▸ Prompt
Work through the records that follow and return each line containing the word "nodes".

[Stored data]
+ + +

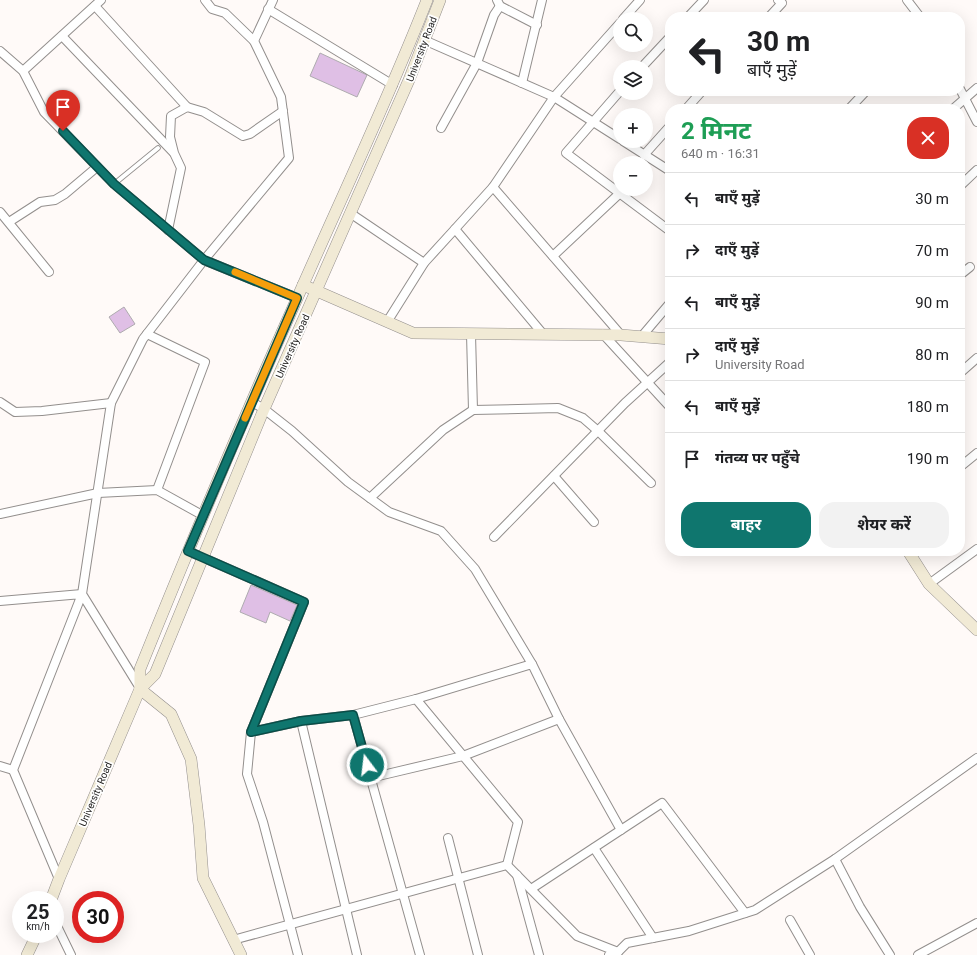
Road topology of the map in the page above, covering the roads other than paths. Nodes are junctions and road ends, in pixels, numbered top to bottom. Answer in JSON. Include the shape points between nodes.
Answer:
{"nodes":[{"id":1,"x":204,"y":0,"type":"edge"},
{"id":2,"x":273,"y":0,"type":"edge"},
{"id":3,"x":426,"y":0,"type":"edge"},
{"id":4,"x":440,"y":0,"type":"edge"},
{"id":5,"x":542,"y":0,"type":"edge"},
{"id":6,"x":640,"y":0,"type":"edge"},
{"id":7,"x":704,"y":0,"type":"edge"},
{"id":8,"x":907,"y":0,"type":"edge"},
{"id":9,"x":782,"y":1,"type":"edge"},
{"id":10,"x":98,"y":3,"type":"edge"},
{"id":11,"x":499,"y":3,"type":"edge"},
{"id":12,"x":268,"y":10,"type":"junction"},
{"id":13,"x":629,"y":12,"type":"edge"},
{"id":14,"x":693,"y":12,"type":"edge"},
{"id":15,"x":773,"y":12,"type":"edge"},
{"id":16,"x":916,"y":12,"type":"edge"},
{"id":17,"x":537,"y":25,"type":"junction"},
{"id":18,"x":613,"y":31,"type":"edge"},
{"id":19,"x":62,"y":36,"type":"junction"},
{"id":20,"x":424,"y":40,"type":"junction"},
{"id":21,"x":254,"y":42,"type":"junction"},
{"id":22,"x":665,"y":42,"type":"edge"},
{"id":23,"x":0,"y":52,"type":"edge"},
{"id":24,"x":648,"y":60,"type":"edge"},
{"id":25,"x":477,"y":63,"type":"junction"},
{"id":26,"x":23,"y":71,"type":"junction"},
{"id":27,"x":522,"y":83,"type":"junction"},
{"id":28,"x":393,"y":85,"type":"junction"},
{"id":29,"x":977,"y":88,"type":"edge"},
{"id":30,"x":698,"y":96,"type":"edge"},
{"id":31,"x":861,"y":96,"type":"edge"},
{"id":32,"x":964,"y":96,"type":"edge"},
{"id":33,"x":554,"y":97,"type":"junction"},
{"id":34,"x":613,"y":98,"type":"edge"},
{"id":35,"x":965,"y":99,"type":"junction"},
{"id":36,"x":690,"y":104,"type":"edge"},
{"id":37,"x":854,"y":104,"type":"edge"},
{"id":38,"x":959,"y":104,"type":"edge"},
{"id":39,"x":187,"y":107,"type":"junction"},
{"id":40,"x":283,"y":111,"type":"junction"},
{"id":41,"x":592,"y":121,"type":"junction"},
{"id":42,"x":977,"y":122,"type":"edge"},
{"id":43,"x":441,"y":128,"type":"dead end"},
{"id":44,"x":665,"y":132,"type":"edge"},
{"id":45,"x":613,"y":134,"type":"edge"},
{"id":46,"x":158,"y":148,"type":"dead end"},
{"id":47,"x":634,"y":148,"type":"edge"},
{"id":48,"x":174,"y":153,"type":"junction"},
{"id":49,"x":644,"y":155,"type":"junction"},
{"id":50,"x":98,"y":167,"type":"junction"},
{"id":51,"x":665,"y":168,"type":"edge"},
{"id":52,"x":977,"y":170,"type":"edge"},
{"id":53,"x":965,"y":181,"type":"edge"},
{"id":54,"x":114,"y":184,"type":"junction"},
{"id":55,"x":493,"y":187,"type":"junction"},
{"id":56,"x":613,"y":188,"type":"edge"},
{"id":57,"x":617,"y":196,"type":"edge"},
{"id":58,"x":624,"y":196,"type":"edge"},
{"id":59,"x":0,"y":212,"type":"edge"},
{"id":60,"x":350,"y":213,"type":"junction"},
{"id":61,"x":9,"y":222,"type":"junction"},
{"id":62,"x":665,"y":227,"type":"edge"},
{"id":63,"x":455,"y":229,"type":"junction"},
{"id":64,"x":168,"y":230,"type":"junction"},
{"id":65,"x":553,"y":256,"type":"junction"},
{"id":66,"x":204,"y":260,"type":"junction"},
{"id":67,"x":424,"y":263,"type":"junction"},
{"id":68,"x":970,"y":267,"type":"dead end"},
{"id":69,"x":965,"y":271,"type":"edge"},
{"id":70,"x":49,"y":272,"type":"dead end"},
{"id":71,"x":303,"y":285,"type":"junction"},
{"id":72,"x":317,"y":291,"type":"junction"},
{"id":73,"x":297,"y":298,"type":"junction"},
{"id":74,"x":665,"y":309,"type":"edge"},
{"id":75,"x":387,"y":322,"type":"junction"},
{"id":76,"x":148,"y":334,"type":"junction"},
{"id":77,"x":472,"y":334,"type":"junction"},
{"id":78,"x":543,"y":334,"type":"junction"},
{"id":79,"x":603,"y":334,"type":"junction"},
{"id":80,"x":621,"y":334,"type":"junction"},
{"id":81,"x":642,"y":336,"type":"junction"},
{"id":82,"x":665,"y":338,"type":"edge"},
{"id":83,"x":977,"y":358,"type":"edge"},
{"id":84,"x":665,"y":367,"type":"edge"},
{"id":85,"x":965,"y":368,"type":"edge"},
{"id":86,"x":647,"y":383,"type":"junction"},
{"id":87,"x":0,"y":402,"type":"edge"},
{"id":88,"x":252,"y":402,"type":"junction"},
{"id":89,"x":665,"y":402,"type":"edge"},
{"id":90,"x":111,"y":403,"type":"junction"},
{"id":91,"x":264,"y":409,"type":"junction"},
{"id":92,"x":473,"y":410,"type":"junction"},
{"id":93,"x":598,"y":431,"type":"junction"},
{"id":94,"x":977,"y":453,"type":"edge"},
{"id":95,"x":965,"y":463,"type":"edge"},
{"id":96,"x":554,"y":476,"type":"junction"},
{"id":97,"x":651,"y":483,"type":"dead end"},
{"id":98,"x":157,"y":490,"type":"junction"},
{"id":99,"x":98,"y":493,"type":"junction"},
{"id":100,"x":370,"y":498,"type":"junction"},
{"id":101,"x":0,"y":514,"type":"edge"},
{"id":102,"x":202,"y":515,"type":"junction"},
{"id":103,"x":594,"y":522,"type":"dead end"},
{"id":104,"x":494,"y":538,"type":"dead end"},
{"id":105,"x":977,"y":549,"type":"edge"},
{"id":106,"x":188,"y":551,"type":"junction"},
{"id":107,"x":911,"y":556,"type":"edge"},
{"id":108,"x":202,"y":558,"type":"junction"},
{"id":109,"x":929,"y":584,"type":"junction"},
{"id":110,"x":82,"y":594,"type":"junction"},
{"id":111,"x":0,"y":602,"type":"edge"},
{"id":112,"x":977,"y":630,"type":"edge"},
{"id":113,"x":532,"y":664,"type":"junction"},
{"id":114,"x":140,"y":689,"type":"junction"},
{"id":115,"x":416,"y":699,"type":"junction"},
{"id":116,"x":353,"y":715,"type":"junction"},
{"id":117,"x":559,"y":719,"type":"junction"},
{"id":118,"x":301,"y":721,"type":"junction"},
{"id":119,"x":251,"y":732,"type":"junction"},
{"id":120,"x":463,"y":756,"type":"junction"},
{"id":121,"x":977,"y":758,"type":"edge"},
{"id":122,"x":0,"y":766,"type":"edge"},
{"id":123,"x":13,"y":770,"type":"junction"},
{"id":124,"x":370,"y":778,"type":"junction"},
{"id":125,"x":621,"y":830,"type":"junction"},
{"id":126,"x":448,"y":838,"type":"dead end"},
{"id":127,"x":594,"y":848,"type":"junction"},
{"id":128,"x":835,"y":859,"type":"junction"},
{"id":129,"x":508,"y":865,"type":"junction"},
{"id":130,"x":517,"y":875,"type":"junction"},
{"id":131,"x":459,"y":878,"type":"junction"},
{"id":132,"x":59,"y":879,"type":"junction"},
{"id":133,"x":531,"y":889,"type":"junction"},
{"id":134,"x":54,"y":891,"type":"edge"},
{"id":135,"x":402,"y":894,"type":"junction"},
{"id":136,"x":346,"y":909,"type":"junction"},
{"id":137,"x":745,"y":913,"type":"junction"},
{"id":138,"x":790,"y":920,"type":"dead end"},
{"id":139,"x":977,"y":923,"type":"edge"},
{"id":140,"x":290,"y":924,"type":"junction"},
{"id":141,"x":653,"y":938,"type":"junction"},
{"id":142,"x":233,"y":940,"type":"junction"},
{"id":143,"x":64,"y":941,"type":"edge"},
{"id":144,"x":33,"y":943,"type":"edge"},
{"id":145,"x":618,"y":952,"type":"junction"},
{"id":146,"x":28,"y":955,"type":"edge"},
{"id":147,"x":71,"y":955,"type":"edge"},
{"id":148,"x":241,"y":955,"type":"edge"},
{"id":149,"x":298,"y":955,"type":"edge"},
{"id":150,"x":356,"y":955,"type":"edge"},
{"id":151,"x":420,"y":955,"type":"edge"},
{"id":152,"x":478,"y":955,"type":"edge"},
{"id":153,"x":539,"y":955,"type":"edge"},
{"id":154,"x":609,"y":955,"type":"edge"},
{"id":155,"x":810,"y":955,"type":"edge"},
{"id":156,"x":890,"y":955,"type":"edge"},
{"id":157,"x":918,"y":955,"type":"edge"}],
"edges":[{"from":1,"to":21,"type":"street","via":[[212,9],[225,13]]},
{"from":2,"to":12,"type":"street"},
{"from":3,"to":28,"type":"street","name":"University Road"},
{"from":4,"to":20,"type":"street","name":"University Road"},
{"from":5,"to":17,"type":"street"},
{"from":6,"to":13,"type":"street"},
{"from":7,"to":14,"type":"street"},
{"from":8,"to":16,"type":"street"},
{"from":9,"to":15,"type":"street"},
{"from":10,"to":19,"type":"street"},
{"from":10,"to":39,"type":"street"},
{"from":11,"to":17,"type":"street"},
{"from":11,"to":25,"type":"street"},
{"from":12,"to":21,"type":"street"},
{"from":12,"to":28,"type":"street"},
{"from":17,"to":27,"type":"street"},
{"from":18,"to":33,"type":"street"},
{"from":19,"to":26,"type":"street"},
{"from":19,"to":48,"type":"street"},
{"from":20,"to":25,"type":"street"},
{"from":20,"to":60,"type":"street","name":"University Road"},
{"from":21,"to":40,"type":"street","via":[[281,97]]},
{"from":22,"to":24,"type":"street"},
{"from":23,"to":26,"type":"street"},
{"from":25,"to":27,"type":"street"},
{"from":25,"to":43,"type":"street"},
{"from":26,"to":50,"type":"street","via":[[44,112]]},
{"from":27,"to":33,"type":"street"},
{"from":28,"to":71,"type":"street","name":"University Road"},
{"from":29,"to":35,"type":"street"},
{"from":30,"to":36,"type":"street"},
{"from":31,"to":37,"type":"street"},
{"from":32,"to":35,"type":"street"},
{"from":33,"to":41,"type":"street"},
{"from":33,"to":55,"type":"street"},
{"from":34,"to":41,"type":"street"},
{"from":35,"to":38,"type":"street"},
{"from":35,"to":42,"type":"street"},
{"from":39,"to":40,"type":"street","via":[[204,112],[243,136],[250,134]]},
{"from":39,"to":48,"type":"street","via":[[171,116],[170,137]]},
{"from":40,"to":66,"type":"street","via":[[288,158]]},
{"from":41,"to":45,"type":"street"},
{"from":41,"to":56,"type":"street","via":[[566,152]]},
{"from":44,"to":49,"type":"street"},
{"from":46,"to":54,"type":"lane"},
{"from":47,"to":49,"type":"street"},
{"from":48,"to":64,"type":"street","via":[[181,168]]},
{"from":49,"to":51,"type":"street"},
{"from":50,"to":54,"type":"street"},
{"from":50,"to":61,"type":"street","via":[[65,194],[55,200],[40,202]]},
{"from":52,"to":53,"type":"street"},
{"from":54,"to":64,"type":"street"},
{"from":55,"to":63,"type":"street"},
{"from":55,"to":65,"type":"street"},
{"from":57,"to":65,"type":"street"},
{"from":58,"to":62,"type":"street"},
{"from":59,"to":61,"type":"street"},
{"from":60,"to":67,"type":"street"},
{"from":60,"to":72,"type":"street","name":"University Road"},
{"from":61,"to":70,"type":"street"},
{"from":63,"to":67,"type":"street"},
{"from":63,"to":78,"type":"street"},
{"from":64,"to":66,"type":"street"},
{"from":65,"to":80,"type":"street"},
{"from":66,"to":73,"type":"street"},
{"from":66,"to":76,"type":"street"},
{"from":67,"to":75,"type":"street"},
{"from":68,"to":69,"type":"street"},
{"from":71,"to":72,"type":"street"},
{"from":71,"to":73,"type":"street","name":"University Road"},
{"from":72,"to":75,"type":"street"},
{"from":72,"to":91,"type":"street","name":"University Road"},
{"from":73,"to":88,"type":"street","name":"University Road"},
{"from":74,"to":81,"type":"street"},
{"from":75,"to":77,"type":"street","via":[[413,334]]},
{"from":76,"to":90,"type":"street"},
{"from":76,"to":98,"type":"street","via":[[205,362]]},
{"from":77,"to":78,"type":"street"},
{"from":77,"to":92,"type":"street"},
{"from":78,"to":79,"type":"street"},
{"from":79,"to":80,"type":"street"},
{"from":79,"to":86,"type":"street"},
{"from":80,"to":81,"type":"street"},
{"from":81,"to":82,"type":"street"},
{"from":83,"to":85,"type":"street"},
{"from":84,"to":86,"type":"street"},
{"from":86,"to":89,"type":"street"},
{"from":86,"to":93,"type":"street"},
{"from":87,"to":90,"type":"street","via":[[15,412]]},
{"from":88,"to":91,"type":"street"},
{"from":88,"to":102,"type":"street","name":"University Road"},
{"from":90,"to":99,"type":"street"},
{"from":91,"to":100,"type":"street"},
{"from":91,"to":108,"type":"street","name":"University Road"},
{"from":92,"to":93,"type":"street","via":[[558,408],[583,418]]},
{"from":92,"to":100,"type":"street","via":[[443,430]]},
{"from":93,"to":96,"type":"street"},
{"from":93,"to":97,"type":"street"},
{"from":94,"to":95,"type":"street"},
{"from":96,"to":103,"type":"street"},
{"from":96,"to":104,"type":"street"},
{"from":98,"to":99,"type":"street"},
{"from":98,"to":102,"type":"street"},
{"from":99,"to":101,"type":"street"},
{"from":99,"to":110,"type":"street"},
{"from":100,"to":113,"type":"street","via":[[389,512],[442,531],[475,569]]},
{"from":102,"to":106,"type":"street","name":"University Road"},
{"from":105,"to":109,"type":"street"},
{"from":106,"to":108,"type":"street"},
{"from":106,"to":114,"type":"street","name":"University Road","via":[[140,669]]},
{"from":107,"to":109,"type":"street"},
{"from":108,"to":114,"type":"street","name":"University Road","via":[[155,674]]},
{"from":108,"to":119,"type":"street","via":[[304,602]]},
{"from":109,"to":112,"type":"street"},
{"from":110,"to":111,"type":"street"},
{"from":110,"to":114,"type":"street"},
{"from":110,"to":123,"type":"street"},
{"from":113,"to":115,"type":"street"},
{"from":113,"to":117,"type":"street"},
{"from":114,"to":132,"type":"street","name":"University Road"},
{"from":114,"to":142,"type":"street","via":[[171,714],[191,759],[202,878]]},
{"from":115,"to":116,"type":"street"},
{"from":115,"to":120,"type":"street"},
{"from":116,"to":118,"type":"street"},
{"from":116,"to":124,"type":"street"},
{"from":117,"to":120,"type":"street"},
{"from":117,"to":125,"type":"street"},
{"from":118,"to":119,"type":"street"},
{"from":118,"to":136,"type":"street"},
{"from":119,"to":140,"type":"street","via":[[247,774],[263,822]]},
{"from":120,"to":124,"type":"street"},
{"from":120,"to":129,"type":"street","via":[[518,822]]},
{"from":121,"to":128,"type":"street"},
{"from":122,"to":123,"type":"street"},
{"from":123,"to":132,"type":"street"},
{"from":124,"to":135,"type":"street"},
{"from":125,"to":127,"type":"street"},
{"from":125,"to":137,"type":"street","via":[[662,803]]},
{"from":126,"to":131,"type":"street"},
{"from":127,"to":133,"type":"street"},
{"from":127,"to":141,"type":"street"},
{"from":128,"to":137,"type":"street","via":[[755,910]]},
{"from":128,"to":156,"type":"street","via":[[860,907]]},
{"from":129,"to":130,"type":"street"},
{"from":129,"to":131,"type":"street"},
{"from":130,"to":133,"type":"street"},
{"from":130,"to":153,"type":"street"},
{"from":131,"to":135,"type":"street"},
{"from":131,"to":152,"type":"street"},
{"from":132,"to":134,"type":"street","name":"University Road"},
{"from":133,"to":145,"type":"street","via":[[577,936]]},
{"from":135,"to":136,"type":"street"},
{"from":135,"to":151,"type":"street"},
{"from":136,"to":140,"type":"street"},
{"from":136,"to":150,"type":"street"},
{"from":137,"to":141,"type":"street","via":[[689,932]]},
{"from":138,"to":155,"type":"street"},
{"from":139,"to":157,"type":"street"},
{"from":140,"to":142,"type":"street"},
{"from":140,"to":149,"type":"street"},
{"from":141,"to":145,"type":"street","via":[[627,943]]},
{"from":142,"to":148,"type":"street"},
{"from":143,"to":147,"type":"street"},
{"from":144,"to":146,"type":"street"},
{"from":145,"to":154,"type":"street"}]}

+ + +

▸ Expected answer
Road topology of the map in the page above, covering the roads other than paths. Nodes are junctions and road ends, in pixels, numbered top to bottom. Answer in JSON. Include the shape points between nodes.
{"nodes":[{"id":1,"x":204,"y":0,"type":"edge"},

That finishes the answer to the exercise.